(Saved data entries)

= Beginning of Section =

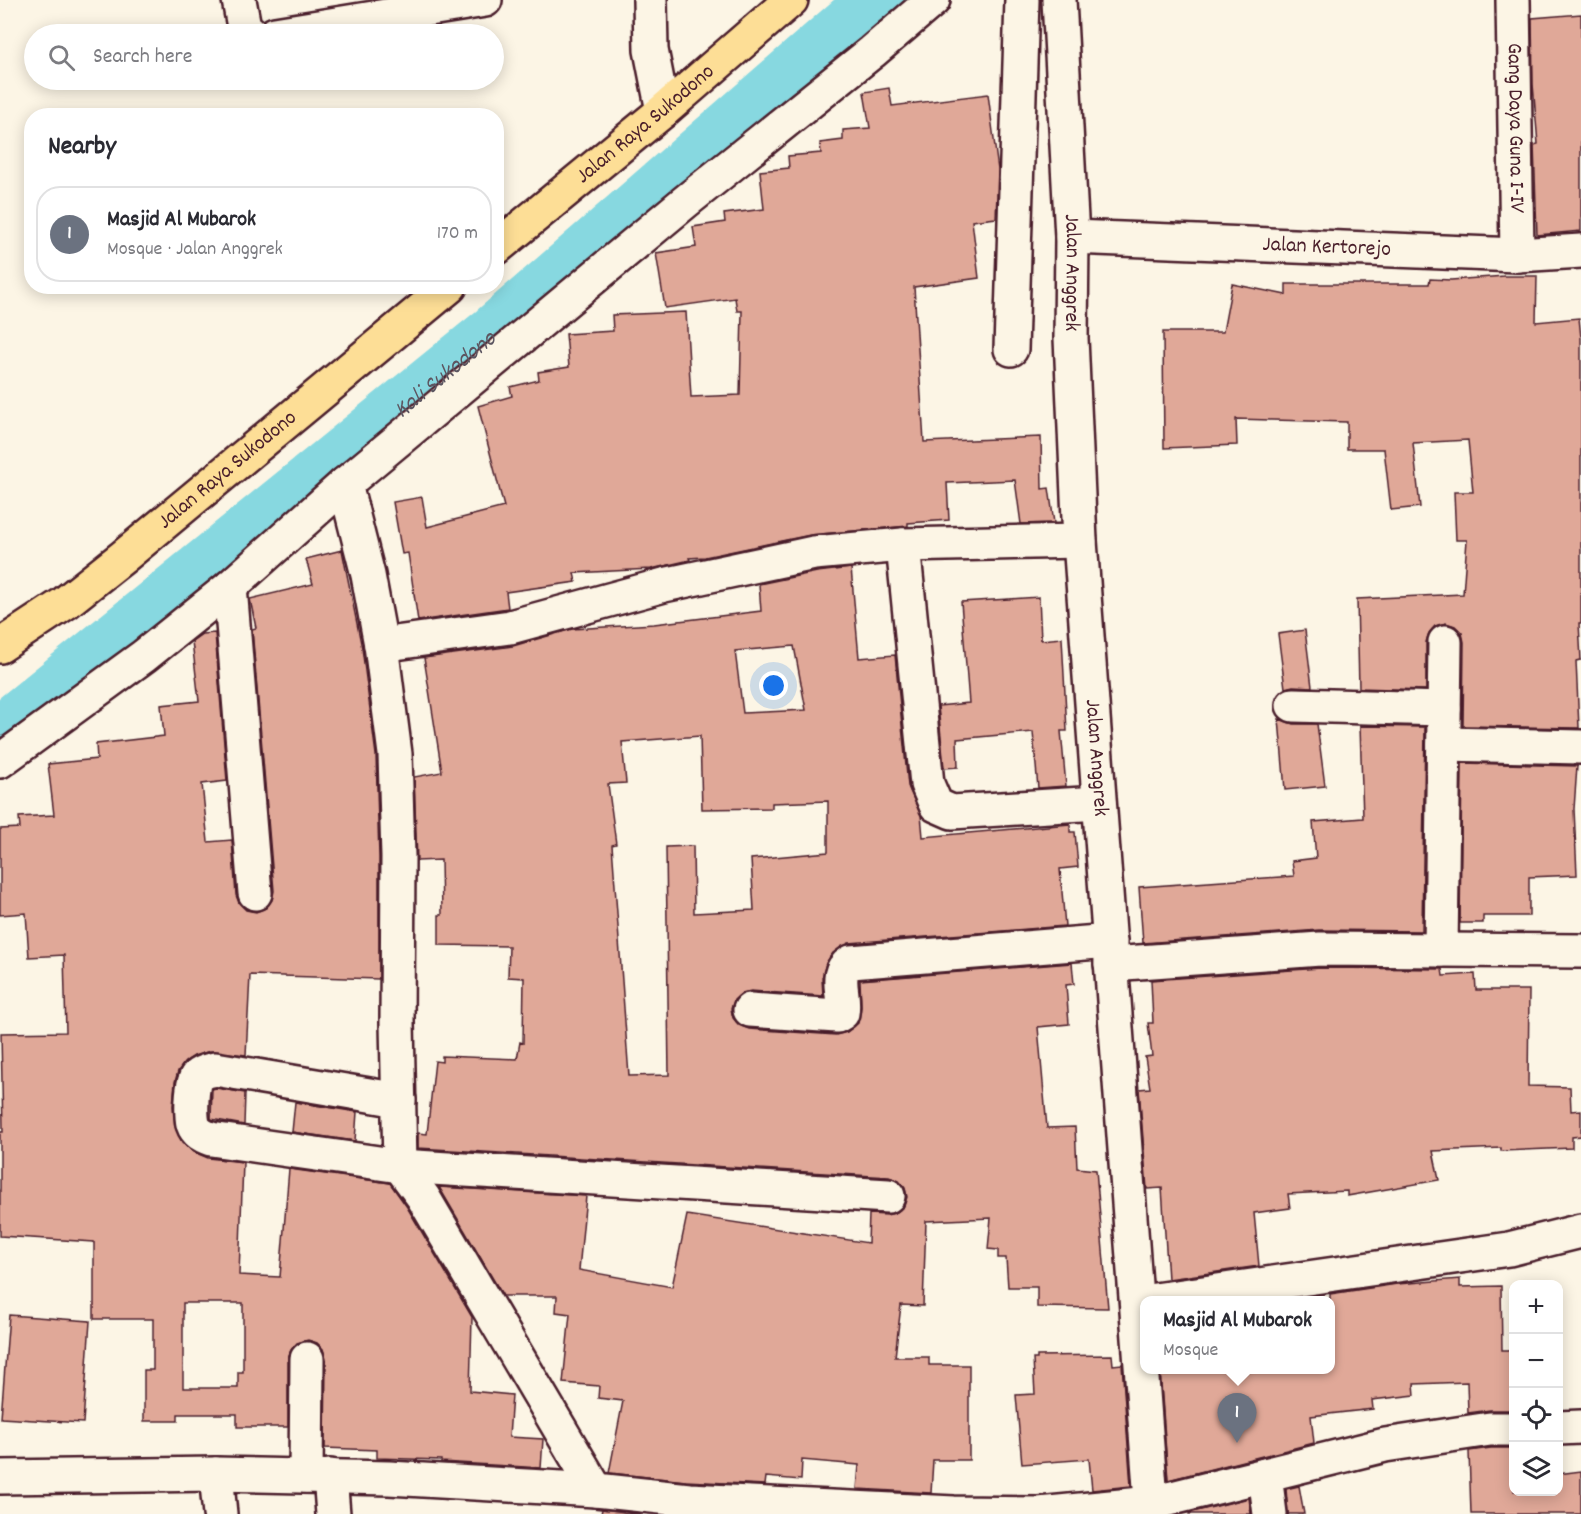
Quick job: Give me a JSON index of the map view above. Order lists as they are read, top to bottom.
{
  "streets": {
    "main road": ["Jalan Raya Sukodono"],
    "street": ["Gang Daya Guna I-IV", "Jalan Kertorejo", "Jalan Anggrek"]
  },
  "crossings": [
    ["Gang Daya Guna I-IV", "Jalan Kertorejo"],
    ["Jalan Kertorejo", "Jalan Anggrek"]
  ],
  "water": ["Kali Sukodono"],
  "page": {
    "search": "Search here",
    "heading": "Nearby",
    "list": [
      {
        "mark": "1",
        "name": "Masjid Al Mubarok",
        "note": "Mosque · Jalan Anggrek",
        "value": "170 m"
      }
    ],
    "map_buttons": ["+", "−"],
    "popup": ["Masjid Al Mubarok", "Mosque"],
    "pins": "1"
  }
}
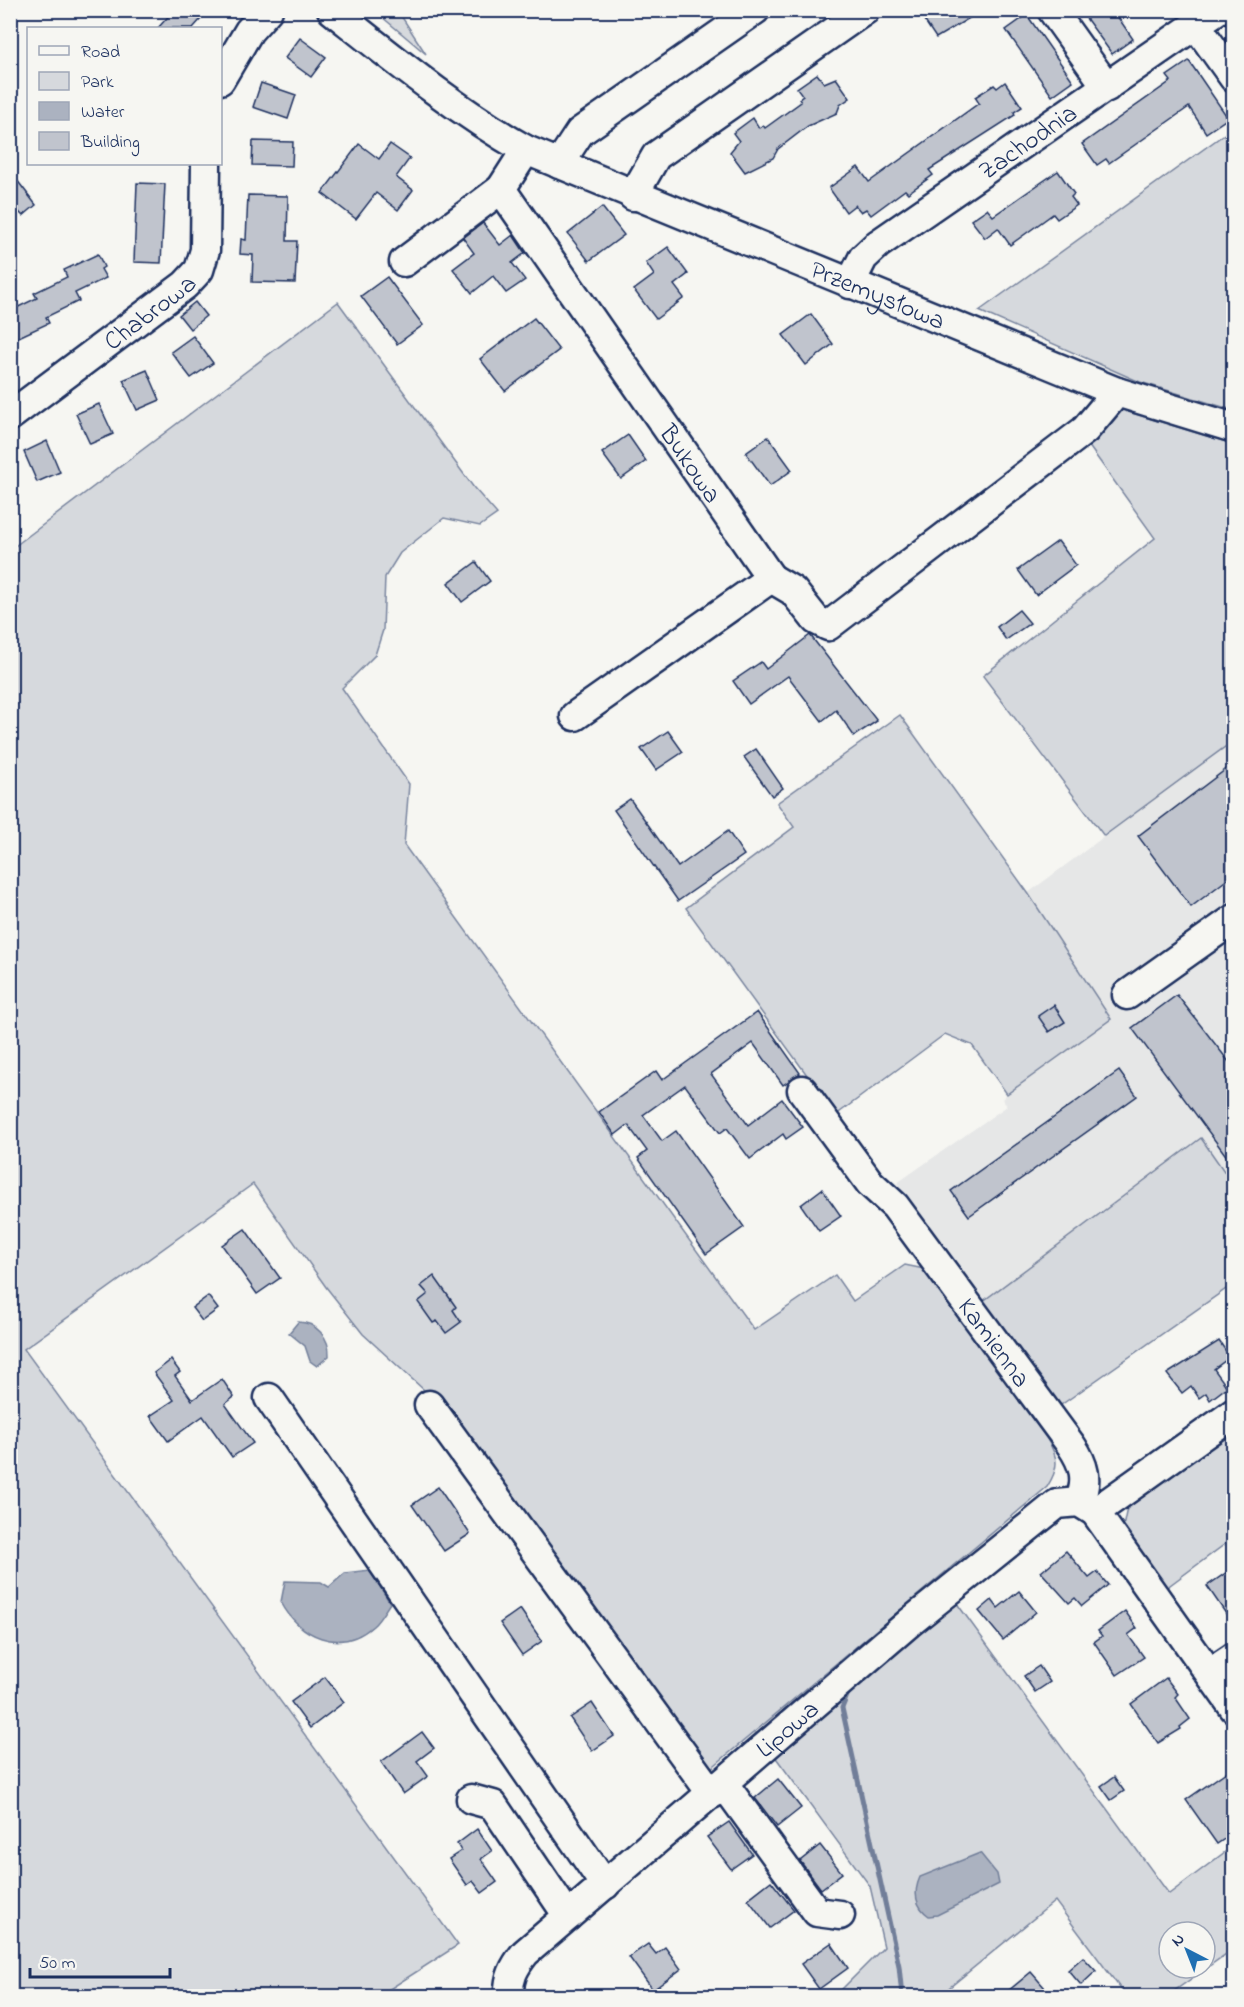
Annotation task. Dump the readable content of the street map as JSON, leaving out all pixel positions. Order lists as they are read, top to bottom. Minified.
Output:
{"streets":{"street":["Zachodnia","Przemysłowa","Chabrowa","Bukowa","Kamienna","Lipowa"]},"crossings":[["Zachodnia","Przemysłowa"],["Kamienna","Lipowa"]],"legend":["Road","Park","Water","Building"],"scale_bar":"50 m","north":"top left"}
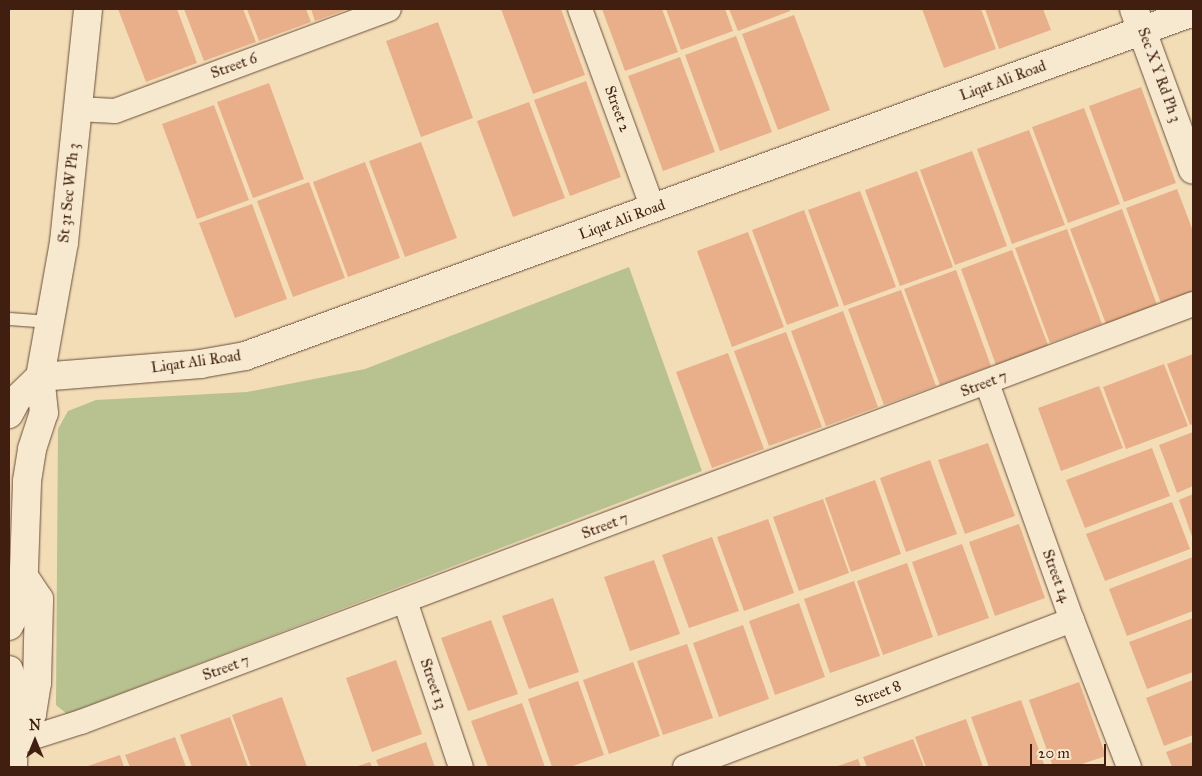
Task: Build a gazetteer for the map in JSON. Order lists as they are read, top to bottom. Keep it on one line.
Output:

= End of Section =

### YOUR TASK
When you copy the entries above, reproduce each line exactly and leave out any pictures.

### ANSWER BOX
Quick job: Give me a JSON index of the map view above. Order lists as they are read, top to bottom.
{
  "streets": {
    "main road": ["Jalan Raya Sukodono"],
    "street": ["Gang Daya Guna I-IV", "Jalan Kertorejo", "Jalan Anggrek"]
  },
  "crossings": [
    ["Gang Daya Guna I-IV", "Jalan Kertorejo"],
    ["Jalan Kertorejo", "Jalan Anggrek"]
  ],
  "water": ["Kali Sukodono"],
  "page": {
    "search": "Search here",
    "heading": "Nearby",
    "list": [
      {
        "mark": "1",
        "name": "Masjid Al Mubarok",
        "note": "Mosque · Jalan Anggrek",
        "value": "170 m"
      }
    ],
    "map_buttons": ["+", "−"],
    "popup": ["Masjid Al Mubarok", "Mosque"],
    "pins": "1"
  }
}
Annotation task. Dump the readable content of the street map as JSON, leaving out all pixel positions. Order lists as they are read, top to bottom. Minified.
Output:
{"streets":{"street":["Zachodnia","Przemysłowa","Chabrowa","Bukowa","Kamienna","Lipowa"]},"crossings":[["Zachodnia","Przemysłowa"],["Kamienna","Lipowa"]],"legend":["Road","Park","Water","Building"],"scale_bar":"50 m","north":"top left"}
Task: Build a gazetteer for the map in JSON. Order lists as they are read, top to bottom. Keep it on one line.
Output:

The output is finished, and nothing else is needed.